◆ WORK ITEM ◆
In the entries below, how many lines contain the string "dead"? State the number and nothing else.

[Saved data entries]
============

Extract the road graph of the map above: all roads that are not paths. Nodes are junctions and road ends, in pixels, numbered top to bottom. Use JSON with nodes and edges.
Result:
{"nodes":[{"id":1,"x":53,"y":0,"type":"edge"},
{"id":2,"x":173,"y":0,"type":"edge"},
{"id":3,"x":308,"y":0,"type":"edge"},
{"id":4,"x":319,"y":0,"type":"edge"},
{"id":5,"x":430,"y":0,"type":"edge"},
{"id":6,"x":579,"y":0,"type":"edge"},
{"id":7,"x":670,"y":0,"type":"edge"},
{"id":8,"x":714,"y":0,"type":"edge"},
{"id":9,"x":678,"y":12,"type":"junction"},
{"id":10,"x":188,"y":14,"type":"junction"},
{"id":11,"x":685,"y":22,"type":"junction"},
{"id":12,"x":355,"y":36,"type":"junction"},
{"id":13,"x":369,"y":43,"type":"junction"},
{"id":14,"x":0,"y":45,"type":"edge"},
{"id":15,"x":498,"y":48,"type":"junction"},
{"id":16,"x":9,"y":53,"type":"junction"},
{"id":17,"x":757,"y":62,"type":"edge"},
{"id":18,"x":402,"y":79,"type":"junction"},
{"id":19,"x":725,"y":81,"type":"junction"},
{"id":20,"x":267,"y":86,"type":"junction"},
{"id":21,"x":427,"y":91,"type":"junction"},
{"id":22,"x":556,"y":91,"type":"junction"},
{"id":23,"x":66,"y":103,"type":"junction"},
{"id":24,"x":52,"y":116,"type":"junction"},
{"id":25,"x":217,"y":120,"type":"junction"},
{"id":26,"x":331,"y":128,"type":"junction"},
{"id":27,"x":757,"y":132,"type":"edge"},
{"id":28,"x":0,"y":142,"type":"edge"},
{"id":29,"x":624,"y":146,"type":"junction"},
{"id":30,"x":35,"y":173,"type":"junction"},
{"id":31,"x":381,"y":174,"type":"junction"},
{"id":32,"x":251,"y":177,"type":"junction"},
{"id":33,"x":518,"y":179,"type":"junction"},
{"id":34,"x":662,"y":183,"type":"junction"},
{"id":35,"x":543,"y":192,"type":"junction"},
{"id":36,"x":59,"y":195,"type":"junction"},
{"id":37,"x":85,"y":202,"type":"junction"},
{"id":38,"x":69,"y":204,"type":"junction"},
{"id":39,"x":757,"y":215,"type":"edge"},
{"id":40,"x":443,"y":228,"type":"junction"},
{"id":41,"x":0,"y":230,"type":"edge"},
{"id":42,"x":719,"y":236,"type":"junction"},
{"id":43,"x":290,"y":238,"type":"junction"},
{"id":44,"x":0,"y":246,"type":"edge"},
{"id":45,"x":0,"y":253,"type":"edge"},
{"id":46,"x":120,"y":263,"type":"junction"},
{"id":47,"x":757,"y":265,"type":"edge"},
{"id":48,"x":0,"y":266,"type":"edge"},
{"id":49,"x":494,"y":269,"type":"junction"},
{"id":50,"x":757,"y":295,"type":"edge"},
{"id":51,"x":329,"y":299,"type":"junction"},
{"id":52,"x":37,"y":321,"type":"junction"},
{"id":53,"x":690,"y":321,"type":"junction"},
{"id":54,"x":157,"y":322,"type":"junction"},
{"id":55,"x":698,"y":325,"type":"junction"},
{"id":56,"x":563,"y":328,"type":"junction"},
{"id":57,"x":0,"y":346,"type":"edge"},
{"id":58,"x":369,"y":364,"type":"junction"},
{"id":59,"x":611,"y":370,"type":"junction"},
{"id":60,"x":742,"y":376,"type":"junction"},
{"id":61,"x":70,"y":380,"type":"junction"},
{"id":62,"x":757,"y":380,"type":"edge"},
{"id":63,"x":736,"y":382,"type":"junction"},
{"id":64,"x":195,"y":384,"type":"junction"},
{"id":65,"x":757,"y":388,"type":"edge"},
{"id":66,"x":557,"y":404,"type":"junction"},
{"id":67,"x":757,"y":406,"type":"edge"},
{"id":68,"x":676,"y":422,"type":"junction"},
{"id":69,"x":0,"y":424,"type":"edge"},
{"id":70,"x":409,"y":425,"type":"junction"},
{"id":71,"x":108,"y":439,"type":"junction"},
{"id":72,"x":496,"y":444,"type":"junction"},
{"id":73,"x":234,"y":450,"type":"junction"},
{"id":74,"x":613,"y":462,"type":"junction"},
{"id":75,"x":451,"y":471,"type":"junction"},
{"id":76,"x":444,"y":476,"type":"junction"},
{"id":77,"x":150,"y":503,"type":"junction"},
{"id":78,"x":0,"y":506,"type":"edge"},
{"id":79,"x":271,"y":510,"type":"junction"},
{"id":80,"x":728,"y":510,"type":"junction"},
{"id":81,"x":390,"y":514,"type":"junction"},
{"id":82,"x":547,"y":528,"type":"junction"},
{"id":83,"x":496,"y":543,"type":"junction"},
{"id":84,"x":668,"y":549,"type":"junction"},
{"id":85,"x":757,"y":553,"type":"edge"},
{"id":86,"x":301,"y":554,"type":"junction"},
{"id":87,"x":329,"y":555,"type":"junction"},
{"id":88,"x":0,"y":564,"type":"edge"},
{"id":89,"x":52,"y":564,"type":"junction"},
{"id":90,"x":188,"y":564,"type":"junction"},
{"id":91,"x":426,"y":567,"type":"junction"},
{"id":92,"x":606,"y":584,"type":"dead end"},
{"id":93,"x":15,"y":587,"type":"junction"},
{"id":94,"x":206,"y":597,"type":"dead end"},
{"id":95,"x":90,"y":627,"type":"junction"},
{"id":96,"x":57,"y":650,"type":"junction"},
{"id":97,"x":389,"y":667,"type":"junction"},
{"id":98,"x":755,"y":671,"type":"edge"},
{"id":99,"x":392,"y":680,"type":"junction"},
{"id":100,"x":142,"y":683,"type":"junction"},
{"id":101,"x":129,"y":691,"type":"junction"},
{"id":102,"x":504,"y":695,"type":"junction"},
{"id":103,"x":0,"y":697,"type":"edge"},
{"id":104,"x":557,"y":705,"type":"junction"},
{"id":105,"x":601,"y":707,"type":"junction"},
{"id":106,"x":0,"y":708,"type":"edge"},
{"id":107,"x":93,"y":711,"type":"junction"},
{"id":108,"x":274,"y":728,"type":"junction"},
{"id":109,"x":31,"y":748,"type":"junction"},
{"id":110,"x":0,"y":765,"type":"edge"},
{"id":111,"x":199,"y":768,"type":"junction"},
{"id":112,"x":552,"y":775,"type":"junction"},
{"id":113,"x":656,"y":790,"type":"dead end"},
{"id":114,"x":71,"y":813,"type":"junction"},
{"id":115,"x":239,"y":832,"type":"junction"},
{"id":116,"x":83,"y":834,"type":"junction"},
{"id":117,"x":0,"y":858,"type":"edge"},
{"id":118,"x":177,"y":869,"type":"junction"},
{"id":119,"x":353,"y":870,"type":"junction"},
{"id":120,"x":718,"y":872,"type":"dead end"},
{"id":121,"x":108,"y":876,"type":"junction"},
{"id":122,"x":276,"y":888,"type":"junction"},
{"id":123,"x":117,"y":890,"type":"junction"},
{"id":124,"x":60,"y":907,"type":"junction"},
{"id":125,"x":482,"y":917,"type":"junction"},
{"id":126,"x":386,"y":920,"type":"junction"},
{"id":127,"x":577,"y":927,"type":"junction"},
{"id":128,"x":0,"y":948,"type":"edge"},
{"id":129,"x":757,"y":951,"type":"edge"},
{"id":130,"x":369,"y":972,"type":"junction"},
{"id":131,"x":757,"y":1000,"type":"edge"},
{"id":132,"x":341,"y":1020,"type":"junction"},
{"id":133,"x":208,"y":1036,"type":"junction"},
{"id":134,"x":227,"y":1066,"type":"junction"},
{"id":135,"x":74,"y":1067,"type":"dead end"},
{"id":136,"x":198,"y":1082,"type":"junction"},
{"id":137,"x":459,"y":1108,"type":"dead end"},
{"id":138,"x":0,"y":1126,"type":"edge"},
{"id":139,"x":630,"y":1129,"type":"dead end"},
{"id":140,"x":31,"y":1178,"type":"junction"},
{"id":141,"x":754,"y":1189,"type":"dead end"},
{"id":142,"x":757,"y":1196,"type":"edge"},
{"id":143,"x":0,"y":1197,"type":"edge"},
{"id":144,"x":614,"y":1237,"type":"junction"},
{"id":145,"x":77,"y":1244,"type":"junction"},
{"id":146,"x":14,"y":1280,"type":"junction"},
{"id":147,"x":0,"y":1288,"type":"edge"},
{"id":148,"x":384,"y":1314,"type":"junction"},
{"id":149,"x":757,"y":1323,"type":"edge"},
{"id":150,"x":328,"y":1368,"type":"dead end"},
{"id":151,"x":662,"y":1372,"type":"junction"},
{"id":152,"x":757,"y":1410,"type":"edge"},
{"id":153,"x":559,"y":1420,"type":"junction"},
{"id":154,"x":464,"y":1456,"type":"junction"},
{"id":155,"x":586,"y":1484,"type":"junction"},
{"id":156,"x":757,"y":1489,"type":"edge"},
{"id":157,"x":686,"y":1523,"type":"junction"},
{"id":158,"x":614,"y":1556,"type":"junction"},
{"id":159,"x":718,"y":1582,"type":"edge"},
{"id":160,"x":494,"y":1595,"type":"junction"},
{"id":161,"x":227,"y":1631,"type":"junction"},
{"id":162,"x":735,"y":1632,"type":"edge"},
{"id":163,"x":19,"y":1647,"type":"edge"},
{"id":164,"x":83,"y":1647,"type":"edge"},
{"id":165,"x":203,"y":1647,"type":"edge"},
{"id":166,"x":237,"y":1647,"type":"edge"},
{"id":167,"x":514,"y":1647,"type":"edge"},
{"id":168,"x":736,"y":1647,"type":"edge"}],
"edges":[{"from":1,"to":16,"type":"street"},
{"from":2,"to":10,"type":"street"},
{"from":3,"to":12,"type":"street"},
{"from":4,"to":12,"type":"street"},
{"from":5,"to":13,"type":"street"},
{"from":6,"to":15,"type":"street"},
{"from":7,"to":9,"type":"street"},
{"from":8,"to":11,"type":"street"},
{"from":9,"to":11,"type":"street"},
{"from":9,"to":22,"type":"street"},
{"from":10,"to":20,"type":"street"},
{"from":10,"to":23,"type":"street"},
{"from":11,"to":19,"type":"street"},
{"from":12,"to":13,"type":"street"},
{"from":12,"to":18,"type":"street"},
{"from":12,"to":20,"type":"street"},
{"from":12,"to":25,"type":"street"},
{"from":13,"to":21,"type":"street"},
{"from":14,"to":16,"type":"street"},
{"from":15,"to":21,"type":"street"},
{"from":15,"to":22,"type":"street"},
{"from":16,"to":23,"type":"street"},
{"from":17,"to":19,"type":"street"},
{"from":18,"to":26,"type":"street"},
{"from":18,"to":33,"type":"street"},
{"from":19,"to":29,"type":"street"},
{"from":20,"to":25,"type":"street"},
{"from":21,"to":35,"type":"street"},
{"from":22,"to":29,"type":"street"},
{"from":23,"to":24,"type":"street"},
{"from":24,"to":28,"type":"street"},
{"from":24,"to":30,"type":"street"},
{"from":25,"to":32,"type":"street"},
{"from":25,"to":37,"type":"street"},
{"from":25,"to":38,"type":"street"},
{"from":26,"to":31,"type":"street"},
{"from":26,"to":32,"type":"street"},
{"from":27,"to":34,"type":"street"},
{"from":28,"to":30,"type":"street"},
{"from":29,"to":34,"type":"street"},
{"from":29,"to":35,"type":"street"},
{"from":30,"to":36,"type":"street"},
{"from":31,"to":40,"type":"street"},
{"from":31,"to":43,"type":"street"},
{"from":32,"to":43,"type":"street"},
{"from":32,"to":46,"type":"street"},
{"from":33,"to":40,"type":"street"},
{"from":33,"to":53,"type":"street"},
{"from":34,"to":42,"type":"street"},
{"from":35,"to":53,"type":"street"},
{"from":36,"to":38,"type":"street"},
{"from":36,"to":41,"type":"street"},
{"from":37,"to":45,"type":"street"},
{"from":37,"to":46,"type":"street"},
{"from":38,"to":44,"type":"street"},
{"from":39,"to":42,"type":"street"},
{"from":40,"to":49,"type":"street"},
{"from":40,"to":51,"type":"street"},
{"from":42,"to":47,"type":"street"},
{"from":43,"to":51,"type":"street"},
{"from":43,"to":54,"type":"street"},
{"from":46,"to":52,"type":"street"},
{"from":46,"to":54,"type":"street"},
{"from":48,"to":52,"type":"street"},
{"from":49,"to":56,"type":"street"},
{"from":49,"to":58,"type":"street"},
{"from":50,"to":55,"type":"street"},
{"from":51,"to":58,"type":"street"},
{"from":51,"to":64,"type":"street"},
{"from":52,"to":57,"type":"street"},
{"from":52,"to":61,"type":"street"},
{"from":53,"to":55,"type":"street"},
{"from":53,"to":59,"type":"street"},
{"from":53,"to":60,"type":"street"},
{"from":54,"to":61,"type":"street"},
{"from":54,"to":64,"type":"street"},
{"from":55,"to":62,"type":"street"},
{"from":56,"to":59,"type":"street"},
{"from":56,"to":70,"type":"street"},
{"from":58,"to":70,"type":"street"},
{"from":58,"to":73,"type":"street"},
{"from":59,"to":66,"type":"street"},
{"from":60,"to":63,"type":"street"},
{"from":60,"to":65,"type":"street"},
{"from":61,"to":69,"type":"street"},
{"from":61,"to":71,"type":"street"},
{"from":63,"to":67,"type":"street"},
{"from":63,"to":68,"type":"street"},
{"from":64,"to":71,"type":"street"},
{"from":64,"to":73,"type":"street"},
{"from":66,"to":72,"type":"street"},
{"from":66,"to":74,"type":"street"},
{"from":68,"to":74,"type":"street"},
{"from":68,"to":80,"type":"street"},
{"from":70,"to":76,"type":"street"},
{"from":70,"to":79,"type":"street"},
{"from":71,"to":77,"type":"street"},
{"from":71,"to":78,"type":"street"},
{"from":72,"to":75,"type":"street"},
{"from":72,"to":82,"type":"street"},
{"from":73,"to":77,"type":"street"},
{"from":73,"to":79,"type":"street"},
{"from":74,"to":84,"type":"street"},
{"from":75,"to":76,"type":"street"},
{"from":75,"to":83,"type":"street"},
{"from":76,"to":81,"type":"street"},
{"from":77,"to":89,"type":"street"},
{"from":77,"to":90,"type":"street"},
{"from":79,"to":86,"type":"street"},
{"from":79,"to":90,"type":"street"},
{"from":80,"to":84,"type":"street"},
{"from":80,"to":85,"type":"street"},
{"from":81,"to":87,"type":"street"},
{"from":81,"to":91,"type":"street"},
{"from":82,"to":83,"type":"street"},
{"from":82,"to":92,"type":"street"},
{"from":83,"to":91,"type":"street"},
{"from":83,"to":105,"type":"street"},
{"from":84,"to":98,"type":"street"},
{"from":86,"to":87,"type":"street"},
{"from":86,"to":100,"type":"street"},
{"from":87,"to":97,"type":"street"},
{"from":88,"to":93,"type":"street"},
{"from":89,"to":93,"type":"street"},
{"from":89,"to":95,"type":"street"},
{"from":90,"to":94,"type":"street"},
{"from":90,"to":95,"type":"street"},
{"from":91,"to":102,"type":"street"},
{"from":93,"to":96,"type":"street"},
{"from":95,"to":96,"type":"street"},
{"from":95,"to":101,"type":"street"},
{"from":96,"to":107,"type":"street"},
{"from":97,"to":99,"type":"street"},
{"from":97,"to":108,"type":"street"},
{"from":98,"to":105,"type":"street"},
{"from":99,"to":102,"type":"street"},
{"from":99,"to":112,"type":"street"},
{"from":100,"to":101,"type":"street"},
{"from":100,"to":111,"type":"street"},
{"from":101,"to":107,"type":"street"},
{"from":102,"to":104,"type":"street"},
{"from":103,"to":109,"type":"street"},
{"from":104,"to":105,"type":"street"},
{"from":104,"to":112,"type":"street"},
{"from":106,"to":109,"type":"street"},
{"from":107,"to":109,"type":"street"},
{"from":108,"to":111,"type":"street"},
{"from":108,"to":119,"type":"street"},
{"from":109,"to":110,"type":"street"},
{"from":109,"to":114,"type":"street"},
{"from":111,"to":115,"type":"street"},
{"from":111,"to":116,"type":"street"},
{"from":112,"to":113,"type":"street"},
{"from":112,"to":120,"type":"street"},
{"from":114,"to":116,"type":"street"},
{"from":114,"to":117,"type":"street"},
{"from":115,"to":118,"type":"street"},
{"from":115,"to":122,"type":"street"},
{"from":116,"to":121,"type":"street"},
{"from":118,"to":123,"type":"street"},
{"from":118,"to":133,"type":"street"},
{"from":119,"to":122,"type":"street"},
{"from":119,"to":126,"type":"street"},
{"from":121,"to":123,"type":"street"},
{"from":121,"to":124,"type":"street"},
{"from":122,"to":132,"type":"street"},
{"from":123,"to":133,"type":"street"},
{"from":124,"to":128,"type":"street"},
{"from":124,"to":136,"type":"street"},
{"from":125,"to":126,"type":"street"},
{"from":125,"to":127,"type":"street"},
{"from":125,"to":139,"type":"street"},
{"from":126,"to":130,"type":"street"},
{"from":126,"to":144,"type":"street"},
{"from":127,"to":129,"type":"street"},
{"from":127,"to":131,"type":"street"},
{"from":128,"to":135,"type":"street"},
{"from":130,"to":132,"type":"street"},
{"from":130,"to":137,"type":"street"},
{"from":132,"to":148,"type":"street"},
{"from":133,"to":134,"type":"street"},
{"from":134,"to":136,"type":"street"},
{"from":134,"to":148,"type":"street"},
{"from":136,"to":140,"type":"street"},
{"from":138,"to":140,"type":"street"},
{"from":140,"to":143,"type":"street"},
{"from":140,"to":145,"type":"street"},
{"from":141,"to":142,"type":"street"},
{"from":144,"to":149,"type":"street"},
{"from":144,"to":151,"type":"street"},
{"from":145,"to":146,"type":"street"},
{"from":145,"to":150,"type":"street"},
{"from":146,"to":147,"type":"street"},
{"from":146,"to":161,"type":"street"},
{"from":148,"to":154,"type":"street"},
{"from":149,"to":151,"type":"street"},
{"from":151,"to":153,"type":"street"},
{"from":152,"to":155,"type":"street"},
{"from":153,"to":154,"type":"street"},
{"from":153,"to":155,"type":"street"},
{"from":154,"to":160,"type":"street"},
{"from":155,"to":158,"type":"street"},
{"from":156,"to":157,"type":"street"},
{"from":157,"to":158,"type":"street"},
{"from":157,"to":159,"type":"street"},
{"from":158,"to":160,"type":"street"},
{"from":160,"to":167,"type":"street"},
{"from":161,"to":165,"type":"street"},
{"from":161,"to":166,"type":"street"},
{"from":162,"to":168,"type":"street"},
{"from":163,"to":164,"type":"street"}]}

============

◆ WORKED SOLUTION ◆
9